Dans The Guardian du 27 octobre, Simon Jenkins préconise une approche non partisane de la politique de coupes budgétaires massives détaillée il y a quelques jours par le Chancelier de l’Echiquier George Osborne. Après tout, elles ne feront que ramener la dépense publique au point où elle en était il y a dix ans à peine. Malgré ces précautions oratoires, c’est une politique de soutien de l’économie par la dépense publique et non par l’injection de liquidités bancaires qu’il appelle de ses voeux.

« Parce que les banquiers on mis la Grande Bretagne dans le pétrin, on suppose qu’il faut les supplier, les soudoyer et les cajoler pour en sortir la Grande Bretagne (…) Au cours des deux dernières années, les banques ont été secourues avec d’énormes sommes d’argent, et cependant on ne leur a rien demandé en retour(…)

Si on veut imprimer de la monnaie pour stimuler l’économie, on la met directement dans la demande. On la donne aux gens réels. Au lieu de cela, nous avons le Gouverneur de la Banque d’Angleterre, Melvin King, qui admet dans Prospect Magazine qu’il « croit » que l’aide quantitative va marcher, deux ans après qu’elle a échoué, « même si je ne peux vous dire quand » ou apparemment comment. Sur les milliards qui ont été donnés aux banques, pas un penny ne semble avoir atteint l’économie réelle. C’est sans doute l’échec le plus éclatant de la politique économique moderne. Même son architecte, Alistair Darling (Chancelier de l’Echiquier dans le Gouvernement Brown) demande « où est l’argent ? ».

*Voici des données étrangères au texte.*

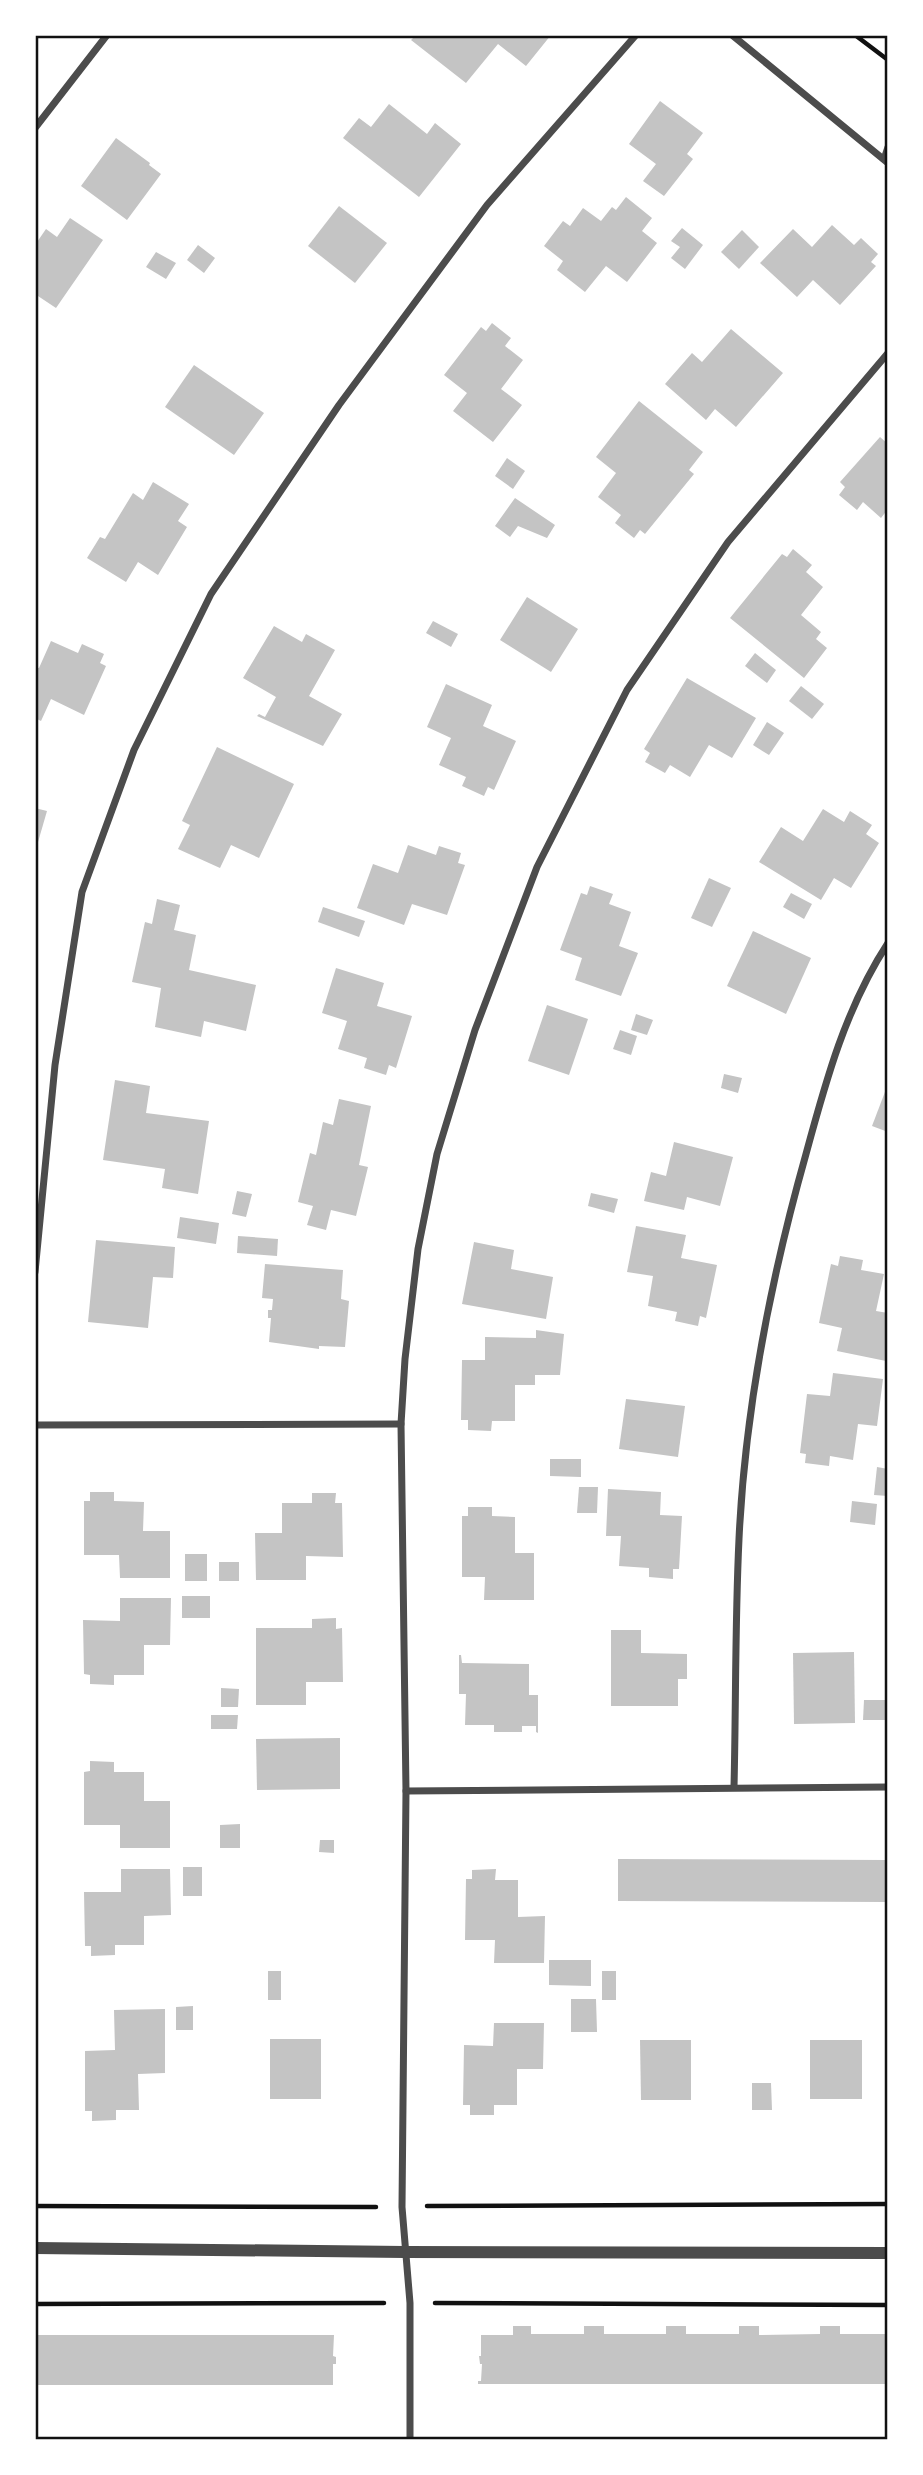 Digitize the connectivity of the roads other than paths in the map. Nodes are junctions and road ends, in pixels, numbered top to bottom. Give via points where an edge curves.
1 (107, 35) edge
2 (636, 35) edge
3 (734, 36) edge
4 (35, 128) edge
5 (888, 147) edge
6 (886, 161) edge
7 (888, 353) edge
8 (888, 943) edge
9 (35, 1272) edge
10 (401, 1424) junction
11 (35, 1425) edge
12 (734, 1787) junction
13 (888, 1787) edge
14 (406, 1791) junction
15 (35, 2248) edge
16 (404, 2252) junction
17 (888, 2252) edge
18 (410, 2440) edge

1 - 4 street
2 - 9 street via 487,205 339,405 211,594 134,750 82,892 55,1065
3 - 6 street
5 - 6 street
7 - 10 street via 712,564 626,690 537,867 475,1030 437,1154 418,1249
8 - 12 street via 867,974 830,1066 788,1217 754,1382 739,1537
10 - 11 street
10 - 14 street
12 - 13 street
12 - 14 street
14 - 16 street
15 - 16 street
16 - 17 street
16 - 18 street via 410,2303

(…) L’argent devrait être lancé d’hélicoptère non aux banques mais à ceux qui sont le plus susceptibles de dépenser à court terme, principalement les pauvres. La meilleure façon de déverrouiller une banque est de faire tinter les tiroirs-caisses. »

Le point de vue de Simon Jenkins est critiquable. Il y a une grande différence entre la politique monétaire (prêter aux banques) et la politique budgétaire (donner aux pauvres). Il n’est pas sûr que les mesures visant à stimuler la consommation, par des allocations ou par une réduction de la TVA, soient efficaces : dans une économie ouverte comme celle de la Grande Bretagne, elles risquent d’accroître les importations et d’amplifier les déséquilibres.

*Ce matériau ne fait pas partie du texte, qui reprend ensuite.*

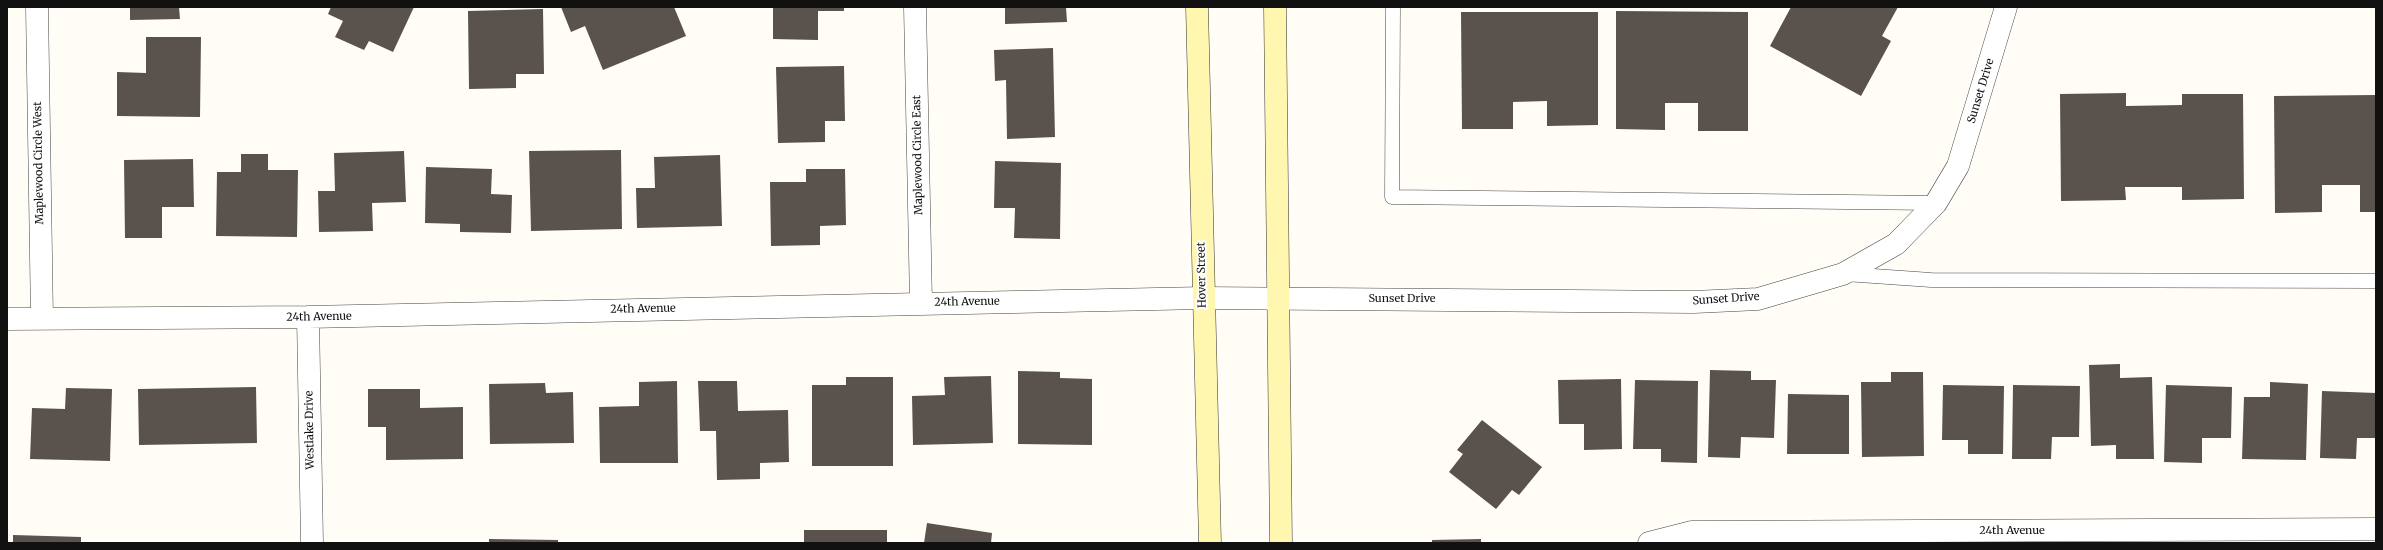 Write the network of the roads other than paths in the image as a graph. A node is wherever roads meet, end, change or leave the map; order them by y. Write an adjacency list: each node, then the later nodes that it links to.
1 (36, 7): 15 (street, Maplewood Circle West)
2 (915, 7): 12 (street, Maplewood Circle East)
3 (1197, 7): 10 (main road, Hover Street)
4 (1275, 7): 11 (main road)
5 (1393, 7): 7 (lane)
6 (2006, 7): 7 (street, Sunset Drive)
7 (1936, 203): 8 (street, Sunset Drive)
8 (1843, 274): 9 (lane); 11 (street, Sunset Drive)
9 (2376, 281)
10 (1203, 298): 11 (street, 24th Avenue); 12 (street, 24th Avenue); 18 (main road, Hover Street)
11 (1279, 298): 19 (main road)
12 (921, 303): 13 (street, 24th Avenue)
13 (308, 317): 15 (street, 24th Avenue); 17 (street, Westlake Drive)
14 (7, 319): 15 (street, 24th Avenue)
15 (42, 319)
16 (2376, 529): 20 (street, 24th Avenue)
17 (312, 543)
18 (1210, 543)
19 (1281, 543)
20 (1649, 543)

La question posée sur le « quantitative easing » est toutefois légitime. La rentabilité des banques s’est fortement rétablie depuis un an grâce au trading sur le marché interbancaire de l’argent prêté par la Banque Centrale. Etait-ce le but ultime recherché ?

Un débat est aussi en cours en Grande Bretagne, non sur le principe de coupes budgétaires (elles faisaient aussi partie du programme travailliste), mais sur leur rythme. Le marché de l’immobilier résidentiel est de nouveau orienté à la baisse ; l’exportation ne semble pas prendre le relais comme moteur de la croissance. La diminution des dépenses publiques ne risque-t-elle pas d’entraîner de nouveau de pays dans la récession ?

Photo The Guardian : images de George Osborne défendant son budget au Parlement.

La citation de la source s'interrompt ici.